Los indicados ataques al principio de la soberanía nacional repercuten también en el principio de la “indisoluble unidad de la Nación española” y el de “la solidaridad interterritorial” (art. 2). El principio de la indisoluble unidad de España no solo ha resultado afectado por el reseñado intento de instaurar la república independiente de Cataluña, sino que sigue amenazado, ya que, a pesar de haber sido condenados por sedición, los independentistas manifiestan descaradamente, una y otra vez, que volverán a repetirlo.
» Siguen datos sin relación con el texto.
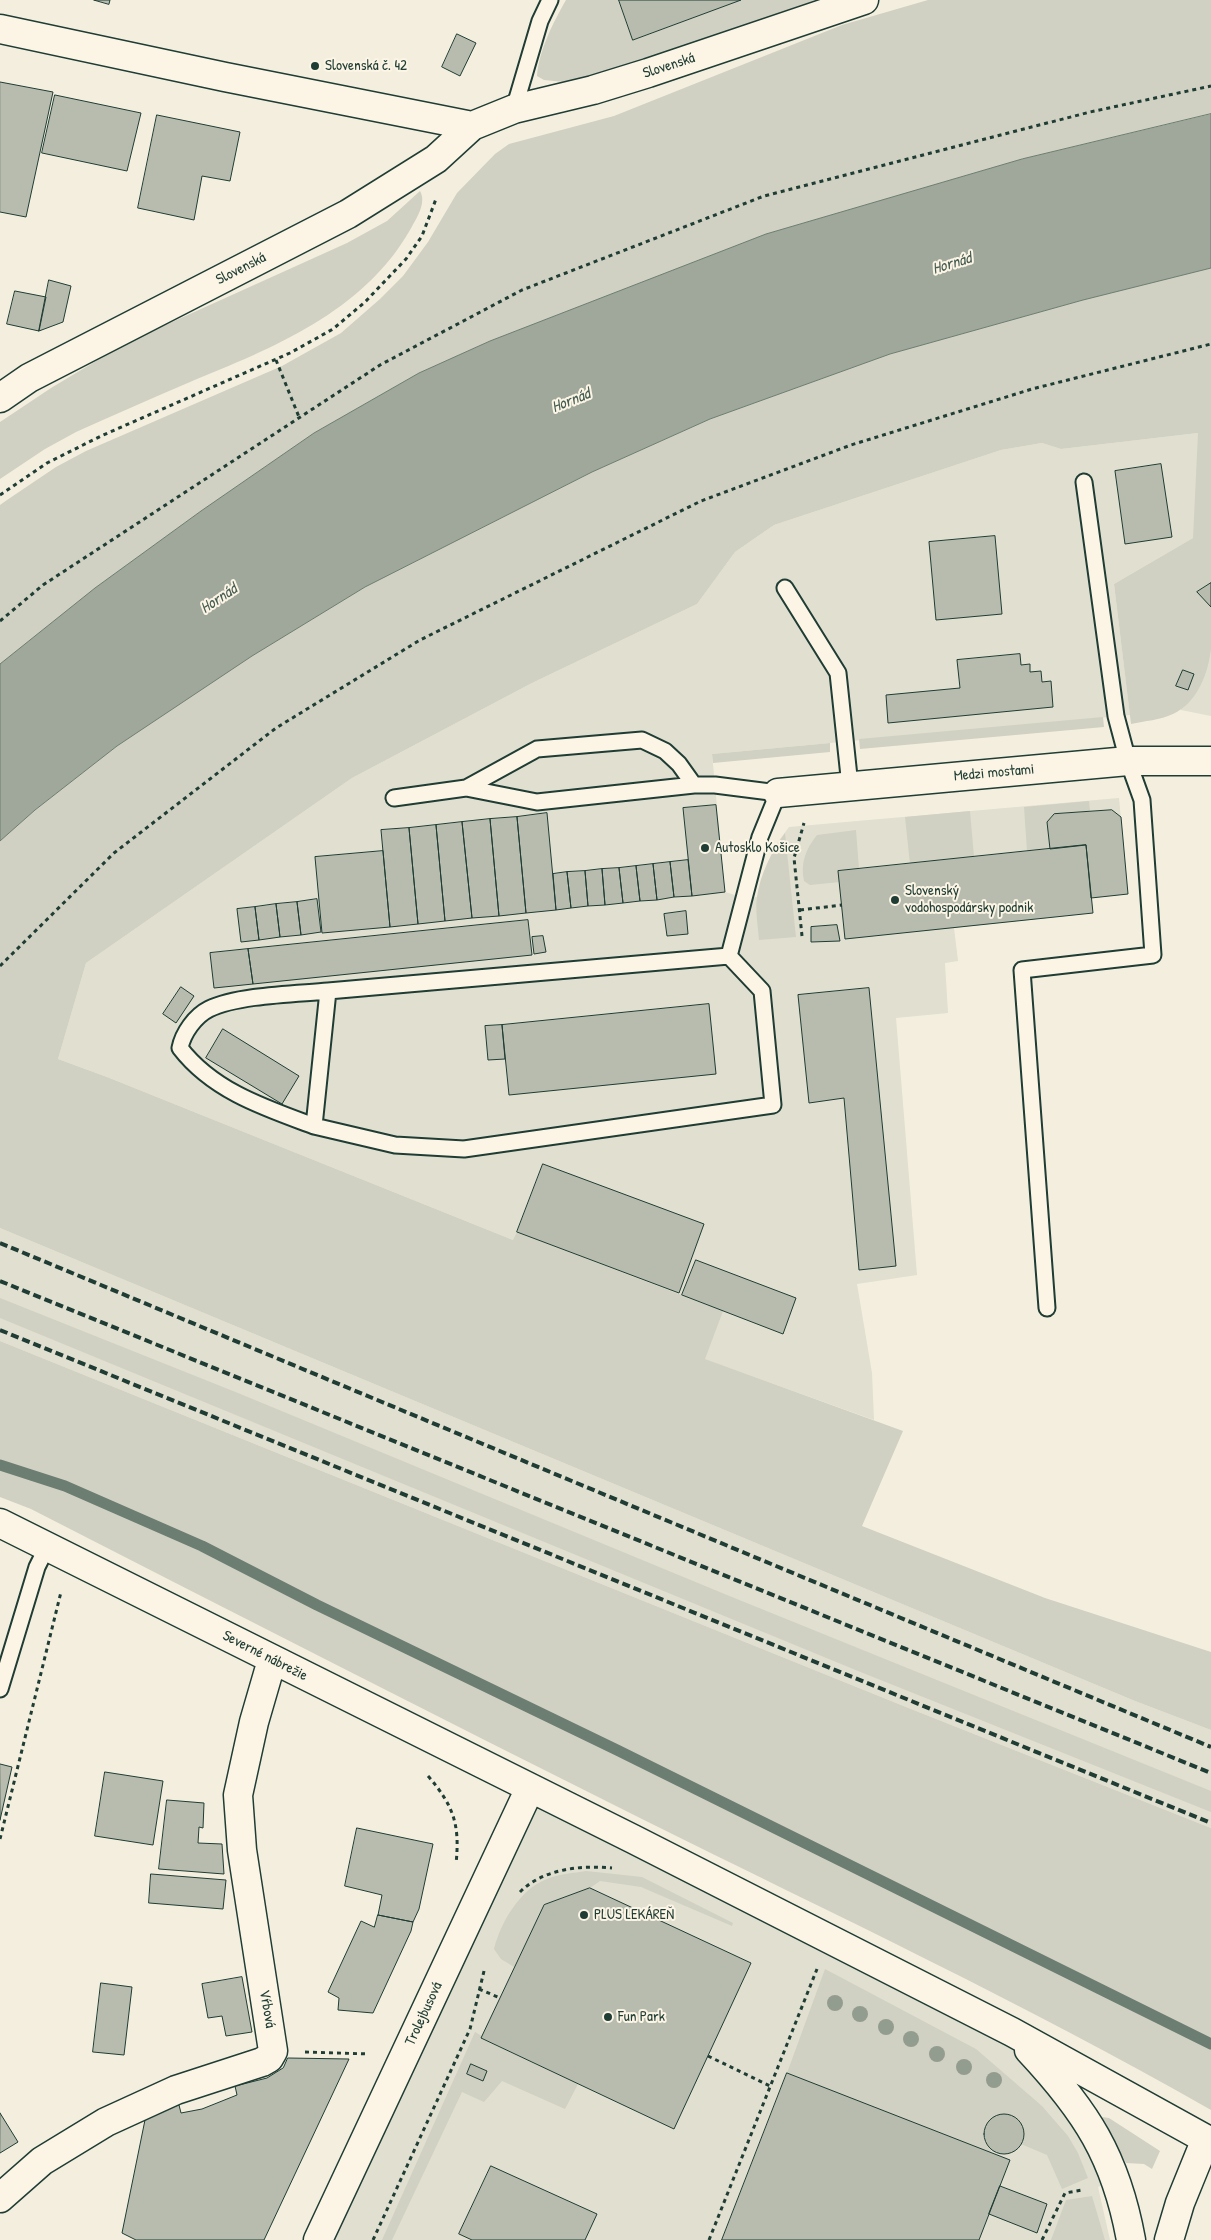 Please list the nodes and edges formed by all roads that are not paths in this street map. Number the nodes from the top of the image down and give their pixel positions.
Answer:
1 (550, 0) edge
2 (864, 0) edge
3 (0, 28) edge
4 (514, 110) junction
5 (472, 126) junction
6 (0, 398) edge
7 (1084, 482) dead end
8 (786, 588) dead end
9 (1128, 761) junction
10 (1211, 761) edge
11 (694, 785) junction
12 (850, 786) junction
13 (466, 788) junction
14 (778, 793) junction
15 (394, 798) dead end
16 (729, 956) junction
17 (328, 991) junction
18 (314, 1126) junction
19 (1047, 1308) dead end
20 (0, 1523) edge
21 (43, 1556) junction
22 (272, 1660) junction
23 (0, 1689) edge
24 (530, 1788) junction
25 (1012, 2032) junction
26 (1208, 2141) edge
27 (0, 2198) edge
28 (318, 2240) edge
29 (1131, 2240) edge
30 (1169, 2240) edge

1 - 4 lane
2 - 4 street, Slovenská
3 - 5 street
4 - 5 street, Slovenská
5 - 6 street, Slovenská
7 - 9 lane
8 - 12 lane
9 - 10 street, Medzi mostami
9 - 12 street, Medzi mostami
9 - 19 lane
11 - 13 lane
11 - 13 lane
11 - 14 lane
12 - 14 street, Medzi mostami
13 - 15 lane
14 - 16 lane
16 - 17 lane
16 - 18 lane
17 - 18 lane
17 - 18 lane
20 - 21 street, Severné nábrežie
21 - 22 street, Severné nábrežie
21 - 23 lane
22 - 24 street, Severné nábrežie
22 - 27 street, Vŕbová
24 - 25 street, Severné nábrežie
24 - 28 street, Trolejbusová
25 - 26 street, Severné nábrežie
25 - 29 street
26 - 30 street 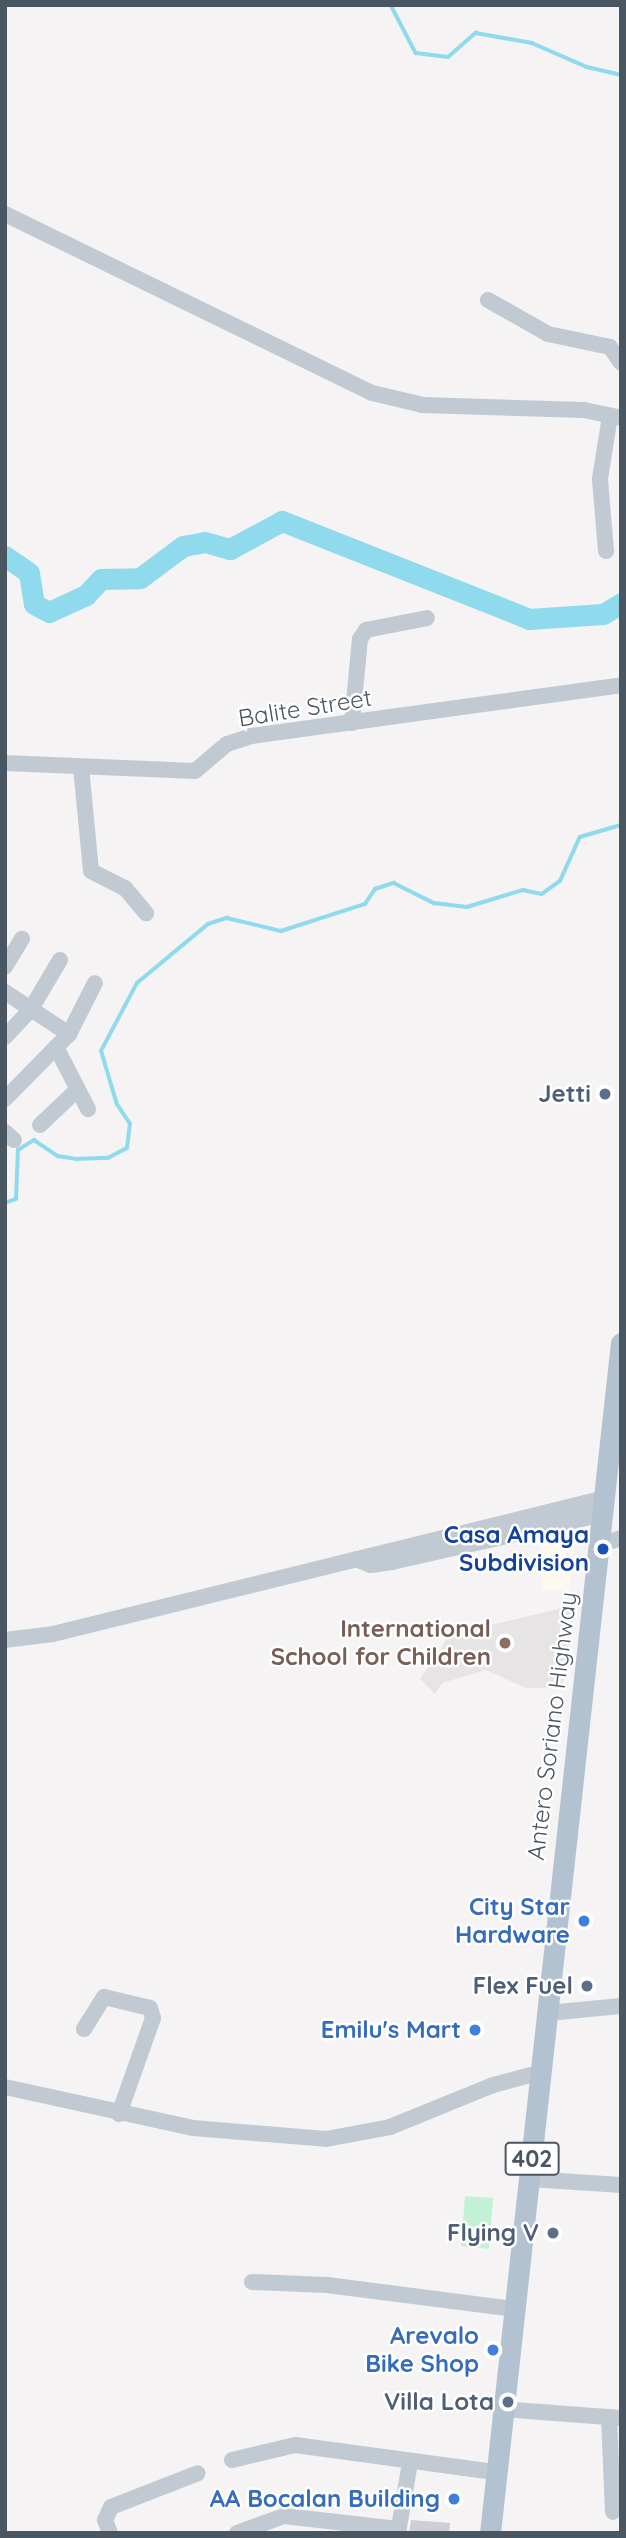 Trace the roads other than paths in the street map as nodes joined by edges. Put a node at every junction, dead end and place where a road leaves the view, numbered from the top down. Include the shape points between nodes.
1 (5, 214) edge
2 (488, 300) dead end
3 (621, 363) edge
4 (615, 417) edge
5 (606, 551) dead end
6 (427, 618) dead end
7 (621, 685) edge
8 (352, 723) junction
9 (5, 763) edge
10 (81, 767) junction
11 (146, 913) dead end
12 (22, 939) dead end
13 (60, 960) dead end
14 (5, 967) edge
15 (95, 983) dead end
16 (5, 992) edge
17 (31, 1009) junction
18 (69, 1034) junction
19 (5, 1037) edge
20 (56, 1047) junction
21 (78, 1089) junction
22 (5, 1100) edge
23 (88, 1109) dead end
24 (40, 1125) dead end
25 (621, 1343) edge
26 (604, 1506) junction
27 (621, 1538) edge
28 (600, 1545) junction
29 (5, 1640) edge
30 (621, 2006) edge
31 (548, 2013) junction
32 (84, 2029) dead end
33 (542, 2072) junction
34 (5, 2088) edge
35 (119, 2114) junction
36 (530, 2179) junction
37 (621, 2185) edge
38 (252, 2282) dead end
39 (514, 2309) junction
40 (502, 2409) junction
41 (615, 2418) edge
42 (232, 2460) dead end
43 (410, 2463) junction
44 (496, 2472) junction
45 (198, 2473) dead end
46 (613, 2512) dead end
47 (398, 2531) edge
48 (110, 2533) edge
49 (237, 2533) edge
50 (490, 2533) edge

1 - 4 street via 372,393 423,405 584,410
2 - 3 street via 548,334 610,347
4 - 5 street via 600,479
6 - 8 street via 366,630 360,639
7 - 8 street, Balite Street
8 - 10 street, Balite Street via 237,739 195,771
9 - 10 street, Balite Street
10 - 11 street via 91,871 125,888
12 - 14 street
13 - 17 street
15 - 18 street
16 - 17 street
17 - 18 street
17 - 19 street
18 - 20 street
20 - 21 street
20 - 22 street
21 - 23 street
21 - 24 street
25 - 26 main road, Antero Soriano Highway / 402
26 - 28 main road, Antero Soriano Highway / 402
26 - 29 street via 392,1562 371,1565 356,1559 53,1634
27 - 28 street
28 - 31 main road, Antero Soriano Highway / 402
30 - 31 street
31 - 33 main road, Antero Soriano Highway / 402
32 - 35 street via 104,1997 150,2008 153,2018
33 - 35 street via 493,2085 390,2127 326,2139 193,2128
33 - 36 main road, Antero Soriano Highway / 402
34 - 35 street
36 - 37 street
36 - 39 main road, Antero Soriano Highway / 402
38 - 39 street via 327,2285
39 - 40 main road, Antero Soriano Highway / 402
40 - 41 street
40 - 44 main road, Antero Soriano Highway / 402
41 - 46 street
42 - 43 street via 295,2445
43 - 44 street
43 - 47 street
44 - 50 main road, Antero Soriano Highway / 402
45 - 48 street via 111,2507 105,2520
47 - 49 street via 284,2516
Y en cuanto a la solidaridad interterritorial los partidos nacionalistas siguen consiguiendo, gracias a la importancia de sus votos para alcanzar la mayoría de gobierno, mejoras para sus territorios a costa de perjudicar a los más desfavorecidos.

Otra gran abolladura –y esta es de una gran envergadura que resulta inexplicable la pasividad con la que está siendo respondida– es la que sufre la lengua española (art. 3). Y es que afirmar hoy que el castellano es la lengua española oficial del Estado es, en rigor, más la expresión de un deseo que una norma con la fuerza vinculante de un precepto constitucional. El continuo y progresivo ataque del castellano en las autonomías con lengua propia ha adquirido tal dimensión política que la lengua castellana se ha convertido en “mercancía” política que se intercambia por votos. El intento de suprimir el castellano como lengua vehicular en la enseñanza es un paso más, aunque no será el último, para que las lenguas propias de cada comunidad autónoma sean las verdaderamente preponderantes en su respectivo territorio en detrimento de la lengua común española.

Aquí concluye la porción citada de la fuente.